The CM7x series supports H265, H264 and MJPEG compression formats 


To select the compression format, open the camera Web GUI and navigate to VIDEO > Video Encoder (Don't forget to hit the SAVE button!)

video encoder



MJPEG (Motion JPEG) is a video compression format in which each video frame or interlaced field of a digital video sequence is compressed separately as a JPEG image. It has been originally developed for multimedia PC applications. Note that if you select MJPEG, you will have only one stream and it is not the most efficient method of encoding.

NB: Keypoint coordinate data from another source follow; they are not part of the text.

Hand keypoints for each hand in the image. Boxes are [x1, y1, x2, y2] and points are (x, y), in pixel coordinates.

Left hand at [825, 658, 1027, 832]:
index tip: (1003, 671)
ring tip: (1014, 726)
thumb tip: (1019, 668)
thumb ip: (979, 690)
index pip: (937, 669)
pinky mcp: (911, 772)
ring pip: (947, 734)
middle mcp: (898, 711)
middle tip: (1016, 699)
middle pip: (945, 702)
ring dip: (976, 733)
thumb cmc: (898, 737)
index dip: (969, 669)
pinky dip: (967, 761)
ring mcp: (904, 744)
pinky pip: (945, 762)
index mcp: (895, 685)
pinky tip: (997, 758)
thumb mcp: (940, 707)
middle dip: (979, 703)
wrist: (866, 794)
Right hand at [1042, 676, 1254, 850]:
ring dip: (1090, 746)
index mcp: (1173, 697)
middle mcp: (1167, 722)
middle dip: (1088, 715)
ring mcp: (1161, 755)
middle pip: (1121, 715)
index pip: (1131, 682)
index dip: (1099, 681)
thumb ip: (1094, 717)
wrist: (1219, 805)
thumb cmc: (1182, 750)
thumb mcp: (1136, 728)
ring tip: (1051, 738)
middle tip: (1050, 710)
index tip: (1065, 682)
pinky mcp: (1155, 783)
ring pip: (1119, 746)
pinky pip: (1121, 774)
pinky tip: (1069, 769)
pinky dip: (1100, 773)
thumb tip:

(FYI, the Avonic CM7x-IP cameras are equipped with a MJPEG snapshot feature to, for example, implement into

third party software. Every time the page is refreshed, the picture will be updated. See MJEPG Snapshot)



H.264 (also referred to as Advanced Video Coding (AVC) or MPEG-4 Part 10) is still by far the most supported compression format today not only because it is an open standard but especially the beauty of H.264 is that you do not have to worry about bandwith (especially compared with 1Gb/10Gb AVoIP bandwidths) as you can set the limit and prefered settings yourself and the encoder will take care of the rest to still deliver quality video streams. Plus H.264 (as H265 below) can have very low latency if implemented in the right way (See our case study with NATO of IP viewing in the same room) 



H.265 (also called HEVC -High Efficiency Video Coding-) is the successor to H.264 but has some performance improvements over it and can be faster, but it heavily depends on the decoder. It generates smaller files than H.264, thus decreasing the bandwidth required to view these streams. This makes it an ideal codec for high-resolution streaming but H265 is currently not supported by many systems.